PROBLEM STATEMENT:
Wherever a line of the data contains "Europavej", copy that line.

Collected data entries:

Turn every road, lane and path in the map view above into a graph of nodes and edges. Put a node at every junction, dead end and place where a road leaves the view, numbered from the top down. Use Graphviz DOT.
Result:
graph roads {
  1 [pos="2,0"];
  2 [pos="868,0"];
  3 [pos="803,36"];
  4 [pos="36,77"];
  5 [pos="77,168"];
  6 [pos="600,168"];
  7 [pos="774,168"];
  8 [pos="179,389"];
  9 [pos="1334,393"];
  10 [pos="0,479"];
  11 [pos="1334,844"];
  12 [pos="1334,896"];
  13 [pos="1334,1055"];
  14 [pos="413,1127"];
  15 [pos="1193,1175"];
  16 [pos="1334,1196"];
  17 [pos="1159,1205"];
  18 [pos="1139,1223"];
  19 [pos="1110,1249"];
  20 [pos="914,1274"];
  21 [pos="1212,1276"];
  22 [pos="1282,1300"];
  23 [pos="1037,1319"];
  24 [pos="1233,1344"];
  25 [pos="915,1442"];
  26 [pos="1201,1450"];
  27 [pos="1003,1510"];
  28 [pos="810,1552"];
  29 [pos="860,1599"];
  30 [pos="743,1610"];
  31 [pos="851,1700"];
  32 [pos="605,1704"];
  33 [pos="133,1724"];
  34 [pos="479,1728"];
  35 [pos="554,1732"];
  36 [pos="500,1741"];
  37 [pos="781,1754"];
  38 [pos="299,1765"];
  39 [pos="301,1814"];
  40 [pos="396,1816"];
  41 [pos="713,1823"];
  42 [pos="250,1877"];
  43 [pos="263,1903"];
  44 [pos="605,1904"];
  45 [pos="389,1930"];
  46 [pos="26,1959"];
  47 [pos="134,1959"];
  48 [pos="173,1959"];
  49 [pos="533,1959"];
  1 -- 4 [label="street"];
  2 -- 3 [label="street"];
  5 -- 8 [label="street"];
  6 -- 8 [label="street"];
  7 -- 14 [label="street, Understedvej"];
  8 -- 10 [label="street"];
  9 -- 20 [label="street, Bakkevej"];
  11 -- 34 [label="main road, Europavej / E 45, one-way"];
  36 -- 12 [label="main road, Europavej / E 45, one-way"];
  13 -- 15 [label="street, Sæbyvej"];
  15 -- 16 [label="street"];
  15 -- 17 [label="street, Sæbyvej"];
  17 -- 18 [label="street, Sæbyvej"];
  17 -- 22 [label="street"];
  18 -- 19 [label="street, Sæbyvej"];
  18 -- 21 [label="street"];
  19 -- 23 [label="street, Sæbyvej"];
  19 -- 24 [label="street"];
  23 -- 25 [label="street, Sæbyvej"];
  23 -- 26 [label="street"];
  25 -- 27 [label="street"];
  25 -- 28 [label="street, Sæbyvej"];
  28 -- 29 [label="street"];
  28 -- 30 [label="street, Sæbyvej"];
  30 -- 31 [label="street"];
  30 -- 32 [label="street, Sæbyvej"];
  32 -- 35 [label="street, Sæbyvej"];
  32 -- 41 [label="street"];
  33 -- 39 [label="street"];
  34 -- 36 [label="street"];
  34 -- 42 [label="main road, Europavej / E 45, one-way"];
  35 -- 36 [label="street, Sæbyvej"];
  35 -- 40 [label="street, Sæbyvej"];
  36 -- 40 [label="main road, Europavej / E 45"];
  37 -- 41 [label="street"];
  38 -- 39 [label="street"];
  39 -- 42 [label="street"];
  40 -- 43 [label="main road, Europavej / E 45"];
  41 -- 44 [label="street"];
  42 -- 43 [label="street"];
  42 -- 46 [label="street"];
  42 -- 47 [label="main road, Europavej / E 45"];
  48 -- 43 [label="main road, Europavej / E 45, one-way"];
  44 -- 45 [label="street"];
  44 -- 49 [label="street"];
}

ANSWER BOX:
  11 -- 34 [label="main road, Europavej / E 45, one-way"];
  36 -- 12 [label="main road, Europavej / E 45, one-way"];
  34 -- 42 [label="main road, Europavej / E 45, one-way"];
  36 -- 40 [label="main road, Europavej / E 45"];
  40 -- 43 [label="main road, Europavej / E 45"];
  42 -- 47 [label="main road, Europavej / E 45"];
  48 -- 43 [label="main road, Europavej / E 45, one-way"];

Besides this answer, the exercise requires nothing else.